My understanding is that DNS was designed for name resolution, not load balancing.
For both, because (almost) all records can be sets, hence for a given question a client can get multiple answers and then is free to choose whatever item it prefers.
Which is why a frequent pattern is round-robin among replies, so that the client picks the "first" item, but it will be different each time.
Of course a client can implement a smarter algorithm, specially for the transition to IPv6 with A
and AAAA
records, see RFC 8305 "Happy Eyeballs Version 2: Better Connectivity Using Concurrency" but this is not load balance anymore.
So it all depends on what amount of "intelligence" there is on the client side.
SRV
records allow to encode both a priority (fail over) and weight (load balance) for potentially any protocol over TCP or UDP, and allows not to have to hard code port numbers anymore.
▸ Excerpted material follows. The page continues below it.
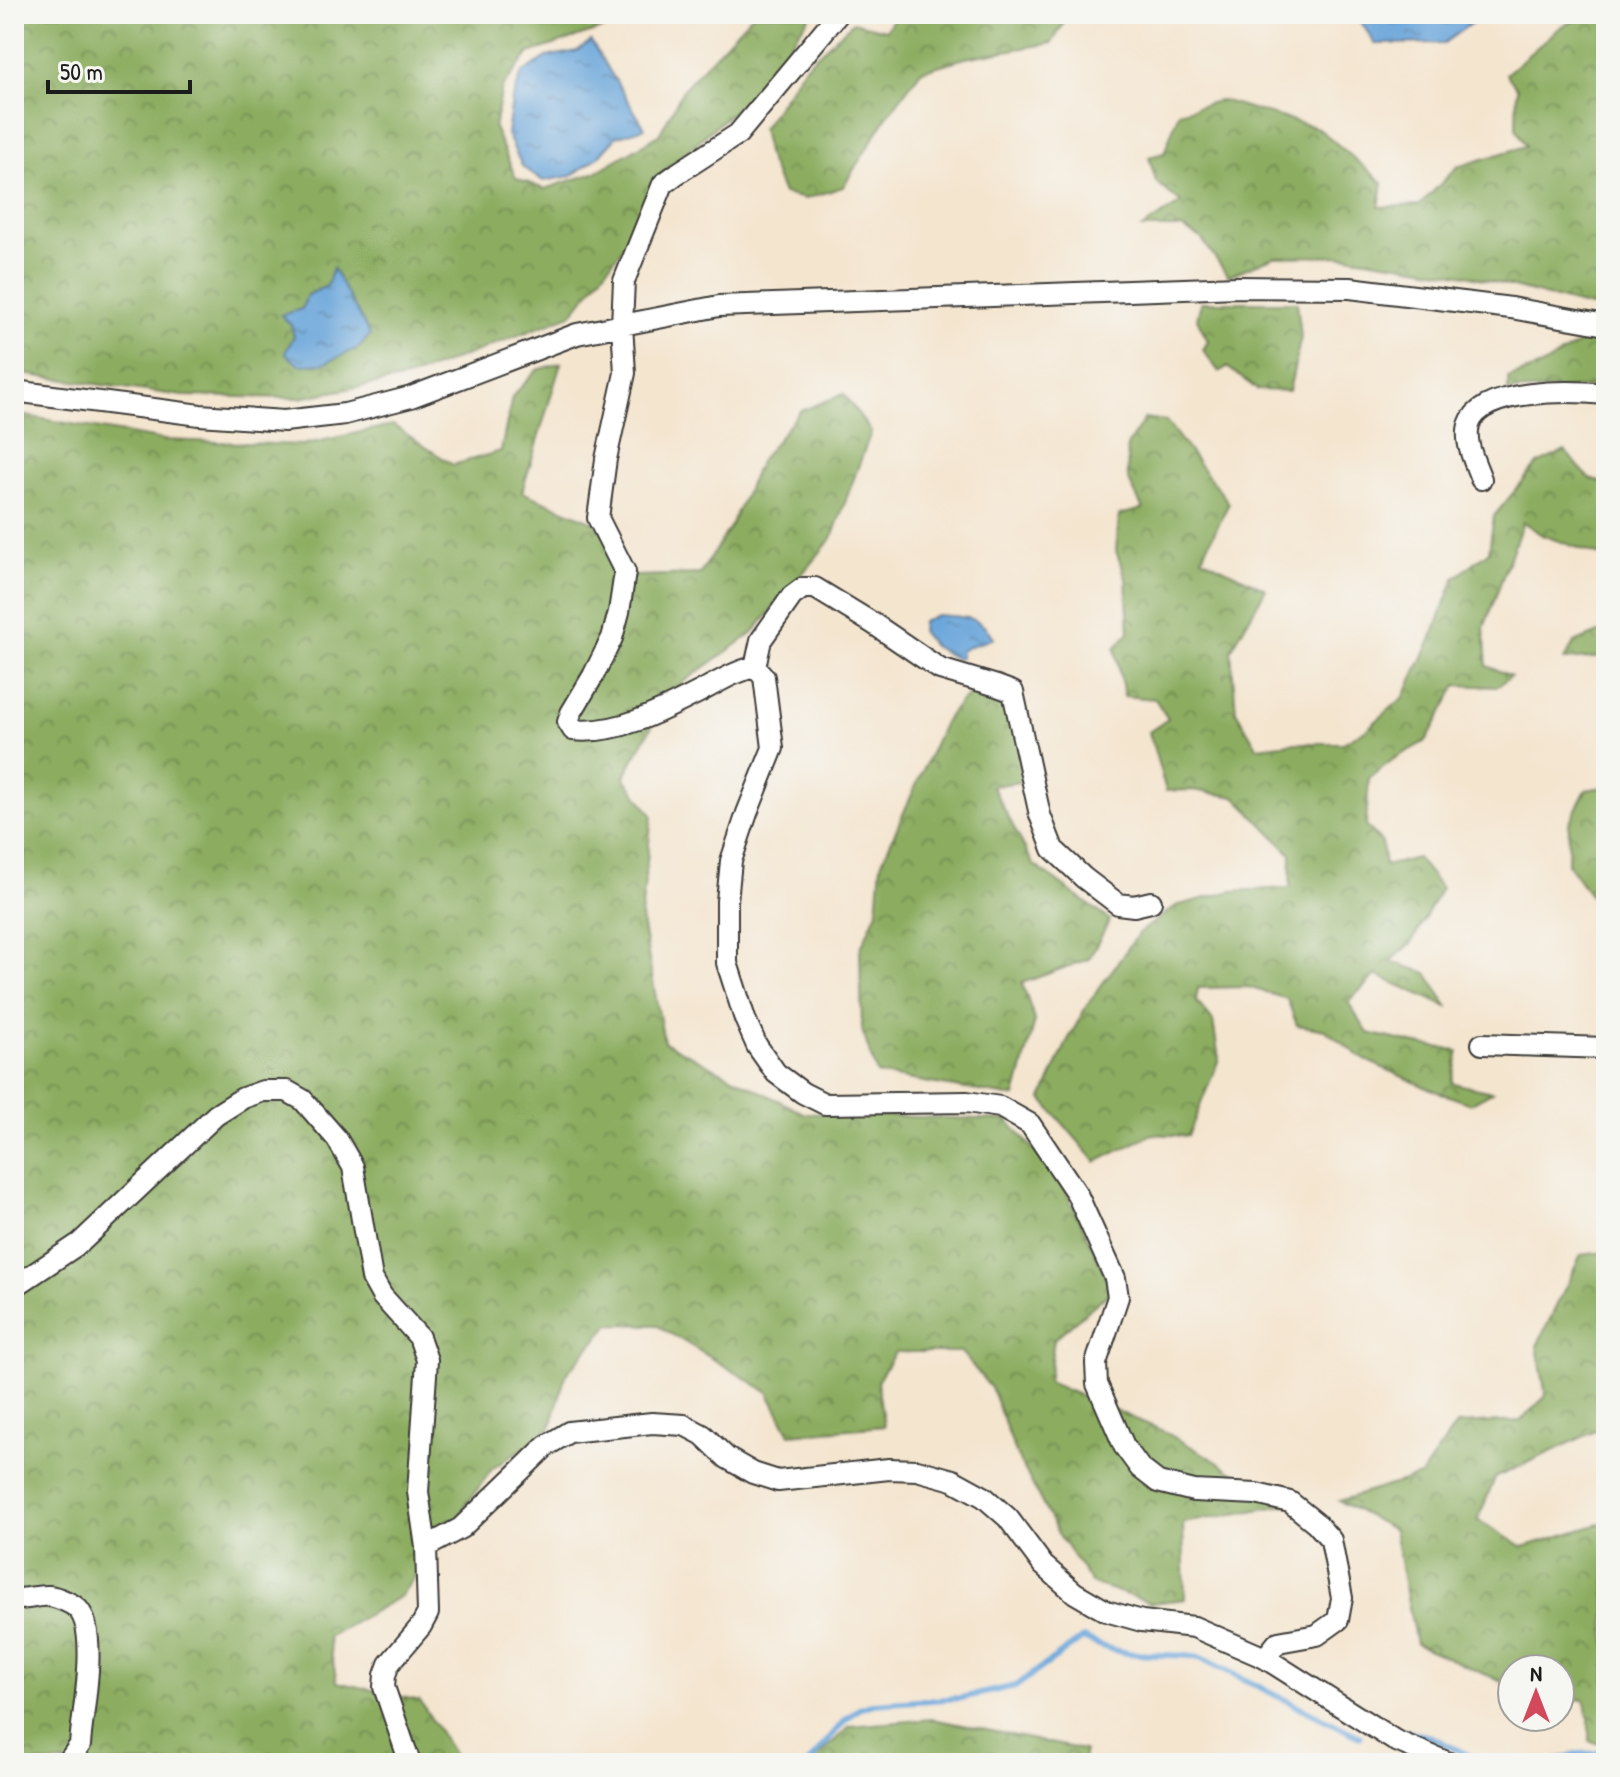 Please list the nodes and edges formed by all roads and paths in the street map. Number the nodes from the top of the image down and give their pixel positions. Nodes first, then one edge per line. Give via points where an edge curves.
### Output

Sadly, browsers never implemented it.
The newer iteration are SVCB
and HTTPS
records that allow kind of the same thing.
Note this in fact in the current draft:
SRV records specify a "weight" for unbalanced randomized load-balancing. SVCB only supports balanced randomized load-balancing, although weights could be added via a future SvcParam.
Following:
What if I want a more complex load balancing algorithm besides round robin?
Today, this means SRV
records and some intelligence in the application (client side). Or a smarter nameserver that changes its replies based on external dynamic factor (what CDNs do for example).
The basic problem faced with load balancing at the DNS level is tailored to TTLs, and because some resolvers will not obey too small values for it.
You need to remember also that the authoritative nameserver that has the data only sees the recursive nameserver the client uses most of the time, not the client itself. So its choices are constrained also by that.